Background Fitness to drive (FTDr) and mobility in general are important aspects of quality of life. However, the cognitive, motor, and visual functions required for adequate procedural driving skills in a motor vehicle show a progressive decline in HD. Furthermore, patients with HD are at a greater risk of overestimating their own driving skills and FTDr due to impaired self-awareness (Paulsen, 2011), which could lead to potential dangerous traffic situations.
Objective Correctly identify FTDr in HD patients by means of classic neuropsychological tests, driving simulator tests, and tests that focus on the social cognitive functions required for adequate self-awareness such as self-inhibition and perspective taking. These results will be correlated with an on-road driving test, the gold standard for FTDr.
Study design A cohort study in 50 HD patients.
Study population Symptomatic HD patients who hold a drivers’ license between 18 and 74 years of age.

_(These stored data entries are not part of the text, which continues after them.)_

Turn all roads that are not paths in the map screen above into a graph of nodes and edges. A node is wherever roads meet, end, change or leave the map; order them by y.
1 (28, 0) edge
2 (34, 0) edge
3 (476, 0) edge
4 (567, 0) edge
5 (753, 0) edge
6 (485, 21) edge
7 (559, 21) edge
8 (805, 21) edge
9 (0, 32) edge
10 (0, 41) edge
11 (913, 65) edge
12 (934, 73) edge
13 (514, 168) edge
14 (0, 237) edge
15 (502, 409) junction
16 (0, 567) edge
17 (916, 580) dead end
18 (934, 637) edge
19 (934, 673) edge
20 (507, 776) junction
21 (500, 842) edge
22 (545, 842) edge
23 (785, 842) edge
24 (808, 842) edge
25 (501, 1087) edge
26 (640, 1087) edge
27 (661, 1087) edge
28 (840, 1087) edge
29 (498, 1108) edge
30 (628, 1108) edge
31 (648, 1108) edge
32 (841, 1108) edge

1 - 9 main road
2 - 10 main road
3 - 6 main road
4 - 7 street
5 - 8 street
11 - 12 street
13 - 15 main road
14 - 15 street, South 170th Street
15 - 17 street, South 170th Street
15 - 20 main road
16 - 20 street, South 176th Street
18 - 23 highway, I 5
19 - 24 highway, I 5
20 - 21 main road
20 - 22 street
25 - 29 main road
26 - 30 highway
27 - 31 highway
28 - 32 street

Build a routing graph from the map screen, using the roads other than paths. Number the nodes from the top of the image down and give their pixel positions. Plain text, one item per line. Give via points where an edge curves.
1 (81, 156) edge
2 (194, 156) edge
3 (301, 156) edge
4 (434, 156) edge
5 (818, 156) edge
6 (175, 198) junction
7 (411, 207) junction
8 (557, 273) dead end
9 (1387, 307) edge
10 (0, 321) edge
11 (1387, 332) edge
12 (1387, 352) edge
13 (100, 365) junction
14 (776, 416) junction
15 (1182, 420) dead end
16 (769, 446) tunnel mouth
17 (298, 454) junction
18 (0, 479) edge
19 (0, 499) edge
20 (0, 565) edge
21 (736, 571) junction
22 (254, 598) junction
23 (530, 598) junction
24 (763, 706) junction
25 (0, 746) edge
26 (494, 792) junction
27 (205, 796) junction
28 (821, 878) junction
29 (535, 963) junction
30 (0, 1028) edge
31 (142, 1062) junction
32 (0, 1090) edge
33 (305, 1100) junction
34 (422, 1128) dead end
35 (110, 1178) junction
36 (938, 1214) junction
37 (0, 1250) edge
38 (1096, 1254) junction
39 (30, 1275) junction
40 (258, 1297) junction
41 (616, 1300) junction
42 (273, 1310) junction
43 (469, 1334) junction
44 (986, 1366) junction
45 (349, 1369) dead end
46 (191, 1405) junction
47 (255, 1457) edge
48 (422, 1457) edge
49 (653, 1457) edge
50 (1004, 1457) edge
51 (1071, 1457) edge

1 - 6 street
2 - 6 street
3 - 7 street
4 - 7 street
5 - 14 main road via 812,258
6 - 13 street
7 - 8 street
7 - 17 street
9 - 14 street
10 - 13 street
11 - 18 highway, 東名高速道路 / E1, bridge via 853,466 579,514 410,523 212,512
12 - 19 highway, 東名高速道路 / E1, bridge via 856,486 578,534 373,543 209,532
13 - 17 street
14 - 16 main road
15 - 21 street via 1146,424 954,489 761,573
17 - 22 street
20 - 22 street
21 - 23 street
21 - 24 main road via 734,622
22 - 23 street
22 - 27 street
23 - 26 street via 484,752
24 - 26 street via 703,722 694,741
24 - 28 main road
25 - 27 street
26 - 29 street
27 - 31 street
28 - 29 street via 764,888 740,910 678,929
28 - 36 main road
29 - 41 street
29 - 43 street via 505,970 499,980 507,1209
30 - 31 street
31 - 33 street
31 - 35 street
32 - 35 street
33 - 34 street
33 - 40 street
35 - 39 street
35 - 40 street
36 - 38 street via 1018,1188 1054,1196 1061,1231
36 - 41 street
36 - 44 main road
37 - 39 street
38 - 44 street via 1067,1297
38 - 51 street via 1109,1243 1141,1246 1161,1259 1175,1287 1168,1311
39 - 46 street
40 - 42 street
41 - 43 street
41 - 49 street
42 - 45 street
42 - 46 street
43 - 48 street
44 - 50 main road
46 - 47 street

Methods Participation involves 1) a neurological assessment, 2) a neuropsychological assessment, 3) a driving simulator test, and 4) an on-road driving test.
Preliminary results All participants till date assessed themselves as fit to drive, however a third was deemed unfit by the on-road driving test. We were able to correctly identify these participants by the neuropsychological assessment. Some patients who were deemed fit to drive showed only mild deficits on classic neuropsychological tests. A more clear-cut difference between fit and unfit to drive was found on social cognitive tests.
Conclusion Although cognitive deficits that may interfere with FTDr, such as information processing speed, are present in HD they are not the most important determinants. A more clear-cut distinction between fit and unfit to drive could be achieved on the basis of performance on social cognitive tests.